THE PROBLEM:
Lines from the line with "Turn all roads and" to the line with "Trace every road, lane" in the entries below, and only those, must be output exactly, with both ends included.

[[ GIVEN RECORDS, beginning ]]

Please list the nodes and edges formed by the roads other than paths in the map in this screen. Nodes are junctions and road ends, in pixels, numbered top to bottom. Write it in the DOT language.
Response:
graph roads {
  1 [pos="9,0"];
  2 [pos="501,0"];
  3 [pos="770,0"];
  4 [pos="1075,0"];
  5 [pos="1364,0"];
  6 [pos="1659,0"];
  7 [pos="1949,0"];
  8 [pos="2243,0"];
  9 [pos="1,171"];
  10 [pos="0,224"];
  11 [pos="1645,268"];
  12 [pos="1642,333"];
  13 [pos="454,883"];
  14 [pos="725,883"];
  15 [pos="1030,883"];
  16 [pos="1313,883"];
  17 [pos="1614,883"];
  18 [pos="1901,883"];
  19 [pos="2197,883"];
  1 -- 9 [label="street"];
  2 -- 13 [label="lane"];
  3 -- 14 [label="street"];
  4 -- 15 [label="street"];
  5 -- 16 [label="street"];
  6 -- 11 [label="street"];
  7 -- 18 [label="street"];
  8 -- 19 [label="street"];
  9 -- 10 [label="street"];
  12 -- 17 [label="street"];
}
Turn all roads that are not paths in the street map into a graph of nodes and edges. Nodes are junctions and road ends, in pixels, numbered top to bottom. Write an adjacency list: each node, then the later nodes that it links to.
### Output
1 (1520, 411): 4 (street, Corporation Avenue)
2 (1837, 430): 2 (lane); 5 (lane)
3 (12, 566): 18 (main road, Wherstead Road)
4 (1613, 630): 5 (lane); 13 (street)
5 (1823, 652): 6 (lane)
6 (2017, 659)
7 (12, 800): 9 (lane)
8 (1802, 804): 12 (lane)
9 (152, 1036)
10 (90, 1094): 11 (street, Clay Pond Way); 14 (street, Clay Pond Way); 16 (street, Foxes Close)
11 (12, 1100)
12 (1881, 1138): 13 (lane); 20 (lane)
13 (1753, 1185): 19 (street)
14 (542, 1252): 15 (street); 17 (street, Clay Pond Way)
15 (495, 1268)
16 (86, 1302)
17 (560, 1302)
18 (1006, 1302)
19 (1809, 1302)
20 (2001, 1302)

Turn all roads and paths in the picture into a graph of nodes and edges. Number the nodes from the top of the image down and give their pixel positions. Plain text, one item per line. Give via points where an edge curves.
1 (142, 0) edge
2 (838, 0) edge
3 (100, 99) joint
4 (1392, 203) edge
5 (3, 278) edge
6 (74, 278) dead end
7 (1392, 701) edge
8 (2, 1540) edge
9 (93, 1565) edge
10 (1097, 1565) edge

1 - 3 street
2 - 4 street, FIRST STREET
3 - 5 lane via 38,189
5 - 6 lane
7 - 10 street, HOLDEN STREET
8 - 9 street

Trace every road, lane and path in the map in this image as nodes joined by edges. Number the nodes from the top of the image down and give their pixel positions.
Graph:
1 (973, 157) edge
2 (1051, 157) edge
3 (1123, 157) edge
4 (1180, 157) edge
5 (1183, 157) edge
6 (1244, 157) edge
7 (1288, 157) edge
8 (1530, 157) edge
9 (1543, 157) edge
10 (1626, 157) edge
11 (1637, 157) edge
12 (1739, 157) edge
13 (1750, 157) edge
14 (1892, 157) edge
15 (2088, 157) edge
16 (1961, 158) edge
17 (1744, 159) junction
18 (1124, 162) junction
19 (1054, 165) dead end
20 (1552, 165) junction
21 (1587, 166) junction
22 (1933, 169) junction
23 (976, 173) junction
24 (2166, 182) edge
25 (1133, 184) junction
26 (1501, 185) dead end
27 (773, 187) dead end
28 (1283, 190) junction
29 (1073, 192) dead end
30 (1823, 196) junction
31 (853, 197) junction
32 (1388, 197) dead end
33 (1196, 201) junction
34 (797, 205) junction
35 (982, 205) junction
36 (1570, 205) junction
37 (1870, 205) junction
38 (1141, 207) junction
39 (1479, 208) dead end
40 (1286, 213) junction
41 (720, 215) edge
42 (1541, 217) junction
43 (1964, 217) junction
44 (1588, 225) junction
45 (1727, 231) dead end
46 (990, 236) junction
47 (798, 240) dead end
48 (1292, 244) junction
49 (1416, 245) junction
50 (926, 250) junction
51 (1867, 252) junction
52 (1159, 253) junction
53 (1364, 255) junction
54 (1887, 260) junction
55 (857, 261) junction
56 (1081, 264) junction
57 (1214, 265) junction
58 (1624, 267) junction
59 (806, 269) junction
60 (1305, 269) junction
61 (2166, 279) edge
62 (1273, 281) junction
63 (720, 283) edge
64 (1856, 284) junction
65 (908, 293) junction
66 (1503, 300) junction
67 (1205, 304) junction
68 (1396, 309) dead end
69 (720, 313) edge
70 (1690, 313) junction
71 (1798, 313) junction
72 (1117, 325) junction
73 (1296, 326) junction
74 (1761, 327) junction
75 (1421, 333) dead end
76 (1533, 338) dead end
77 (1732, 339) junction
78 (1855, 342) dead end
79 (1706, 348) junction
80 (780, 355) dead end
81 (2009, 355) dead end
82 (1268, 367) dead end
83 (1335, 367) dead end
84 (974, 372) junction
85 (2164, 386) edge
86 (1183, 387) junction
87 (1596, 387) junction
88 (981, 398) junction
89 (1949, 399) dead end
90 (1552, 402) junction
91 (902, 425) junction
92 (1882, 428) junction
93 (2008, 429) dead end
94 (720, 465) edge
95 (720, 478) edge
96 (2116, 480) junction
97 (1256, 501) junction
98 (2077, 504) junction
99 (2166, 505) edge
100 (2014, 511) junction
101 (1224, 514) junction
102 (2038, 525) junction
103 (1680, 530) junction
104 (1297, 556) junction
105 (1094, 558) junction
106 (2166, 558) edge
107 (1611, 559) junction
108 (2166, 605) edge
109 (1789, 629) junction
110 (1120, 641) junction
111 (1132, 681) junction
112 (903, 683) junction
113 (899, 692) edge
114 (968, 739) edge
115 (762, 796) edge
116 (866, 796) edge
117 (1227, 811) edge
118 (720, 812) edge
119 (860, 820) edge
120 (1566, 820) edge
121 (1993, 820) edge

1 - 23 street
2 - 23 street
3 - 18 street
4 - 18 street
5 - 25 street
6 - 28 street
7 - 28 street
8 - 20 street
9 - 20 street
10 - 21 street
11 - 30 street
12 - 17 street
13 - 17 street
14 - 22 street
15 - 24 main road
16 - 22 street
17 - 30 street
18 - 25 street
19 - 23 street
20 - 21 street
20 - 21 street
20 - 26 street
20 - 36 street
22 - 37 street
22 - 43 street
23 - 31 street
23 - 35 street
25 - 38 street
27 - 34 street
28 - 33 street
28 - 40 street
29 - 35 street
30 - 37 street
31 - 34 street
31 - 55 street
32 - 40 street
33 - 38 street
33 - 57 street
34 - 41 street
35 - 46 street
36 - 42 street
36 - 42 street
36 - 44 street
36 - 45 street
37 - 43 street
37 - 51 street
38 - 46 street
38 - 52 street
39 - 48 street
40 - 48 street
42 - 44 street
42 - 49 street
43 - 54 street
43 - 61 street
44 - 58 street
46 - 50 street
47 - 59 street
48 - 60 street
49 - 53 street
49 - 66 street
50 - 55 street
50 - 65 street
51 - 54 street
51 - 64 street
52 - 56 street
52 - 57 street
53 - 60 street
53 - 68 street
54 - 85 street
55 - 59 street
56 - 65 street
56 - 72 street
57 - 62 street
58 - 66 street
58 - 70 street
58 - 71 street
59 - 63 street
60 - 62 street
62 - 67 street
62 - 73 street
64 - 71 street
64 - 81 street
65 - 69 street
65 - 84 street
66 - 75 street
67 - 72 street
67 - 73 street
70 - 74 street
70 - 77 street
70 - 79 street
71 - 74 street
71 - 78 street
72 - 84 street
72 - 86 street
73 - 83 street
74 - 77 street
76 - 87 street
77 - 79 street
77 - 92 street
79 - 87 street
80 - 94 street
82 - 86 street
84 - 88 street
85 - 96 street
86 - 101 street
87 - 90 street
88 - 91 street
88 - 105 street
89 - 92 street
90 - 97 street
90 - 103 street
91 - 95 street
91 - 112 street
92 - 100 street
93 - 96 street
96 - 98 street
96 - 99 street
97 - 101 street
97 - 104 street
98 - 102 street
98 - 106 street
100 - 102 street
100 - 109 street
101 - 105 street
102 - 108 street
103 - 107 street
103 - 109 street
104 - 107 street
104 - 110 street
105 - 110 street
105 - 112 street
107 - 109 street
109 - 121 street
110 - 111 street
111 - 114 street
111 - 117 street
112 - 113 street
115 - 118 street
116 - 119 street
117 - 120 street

[[ GIVEN RECORDS, end ]]

ANSWER AREA:
Turn all roads and paths in the picture into a graph of nodes and edges. Number the nodes from the top of the image down and give their pixel positions. Plain text, one item per line. Give via points where an edge curves.
1 (142, 0) edge
2 (838, 0) edge
3 (100, 99) joint
4 (1392, 203) edge
5 (3, 278) edge
6 (74, 278) dead end
7 (1392, 701) edge
8 (2, 1540) edge
9 (93, 1565) edge
10 (1097, 1565) edge

1 - 3 street
2 - 4 street, FIRST STREET
3 - 5 lane via 38,189
5 - 6 lane
7 - 10 street, HOLDEN STREET
8 - 9 street

Trace every road, lane and path in the map in this image as nodes joined by edges. Number the nodes from the top of the image down and give their pixel positions.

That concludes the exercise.